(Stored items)
↓

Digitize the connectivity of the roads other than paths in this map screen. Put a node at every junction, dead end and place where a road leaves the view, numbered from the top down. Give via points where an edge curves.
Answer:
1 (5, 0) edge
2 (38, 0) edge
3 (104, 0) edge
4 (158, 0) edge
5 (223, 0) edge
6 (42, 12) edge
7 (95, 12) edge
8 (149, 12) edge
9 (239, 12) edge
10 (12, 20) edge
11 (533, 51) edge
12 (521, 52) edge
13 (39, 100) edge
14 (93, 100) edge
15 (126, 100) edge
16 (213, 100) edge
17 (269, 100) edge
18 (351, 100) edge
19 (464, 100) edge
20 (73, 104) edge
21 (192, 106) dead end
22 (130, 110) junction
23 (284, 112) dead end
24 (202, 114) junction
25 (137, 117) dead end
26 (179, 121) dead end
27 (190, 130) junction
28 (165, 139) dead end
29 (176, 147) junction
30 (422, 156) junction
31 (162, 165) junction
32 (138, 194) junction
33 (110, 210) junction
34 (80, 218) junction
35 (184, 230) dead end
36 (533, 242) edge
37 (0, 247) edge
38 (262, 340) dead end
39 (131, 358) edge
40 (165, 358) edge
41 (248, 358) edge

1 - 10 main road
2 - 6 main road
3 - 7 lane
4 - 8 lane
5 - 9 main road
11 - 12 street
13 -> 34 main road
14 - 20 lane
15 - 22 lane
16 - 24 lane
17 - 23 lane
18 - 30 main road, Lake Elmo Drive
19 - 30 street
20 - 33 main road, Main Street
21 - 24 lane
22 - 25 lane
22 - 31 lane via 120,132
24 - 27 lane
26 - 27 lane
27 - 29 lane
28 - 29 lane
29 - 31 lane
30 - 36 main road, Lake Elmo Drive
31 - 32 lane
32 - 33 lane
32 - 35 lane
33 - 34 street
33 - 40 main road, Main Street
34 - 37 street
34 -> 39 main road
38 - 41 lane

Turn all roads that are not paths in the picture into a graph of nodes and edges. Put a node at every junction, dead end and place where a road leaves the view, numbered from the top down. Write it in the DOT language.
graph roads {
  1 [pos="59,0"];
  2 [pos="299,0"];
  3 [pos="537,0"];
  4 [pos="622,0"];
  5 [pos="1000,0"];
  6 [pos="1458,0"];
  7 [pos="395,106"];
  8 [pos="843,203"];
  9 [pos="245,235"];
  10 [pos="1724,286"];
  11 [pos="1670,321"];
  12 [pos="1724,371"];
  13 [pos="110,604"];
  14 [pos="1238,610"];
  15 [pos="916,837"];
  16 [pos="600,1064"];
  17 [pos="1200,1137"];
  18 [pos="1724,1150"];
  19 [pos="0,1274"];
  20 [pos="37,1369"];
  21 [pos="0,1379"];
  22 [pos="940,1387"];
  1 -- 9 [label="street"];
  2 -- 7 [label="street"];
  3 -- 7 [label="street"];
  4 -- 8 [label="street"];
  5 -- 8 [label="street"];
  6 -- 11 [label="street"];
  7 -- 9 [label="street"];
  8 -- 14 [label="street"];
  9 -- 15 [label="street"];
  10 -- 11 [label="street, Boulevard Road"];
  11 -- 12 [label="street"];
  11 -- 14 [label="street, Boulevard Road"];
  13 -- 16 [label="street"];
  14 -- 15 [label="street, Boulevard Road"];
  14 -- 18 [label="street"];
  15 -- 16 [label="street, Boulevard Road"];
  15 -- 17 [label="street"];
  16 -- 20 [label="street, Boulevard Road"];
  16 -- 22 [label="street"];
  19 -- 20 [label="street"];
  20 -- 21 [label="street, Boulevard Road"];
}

↑

• [Exercise instructions]
Would you copy every line of the entries in which "roads" appears?

• [Result of this exercise]
Digitize the connectivity of the roads other than paths in this map screen. Put a node at every junction, dead end and place where a road leaves the view, numbered from the top down. Give via points where an edge curves.
Turn all roads that are not paths in the picture into a graph of nodes and edges. Put a node at every junction, dead end and place where a road leaves the view, numbered from the top down. Write it in the DOT language.
graph roads {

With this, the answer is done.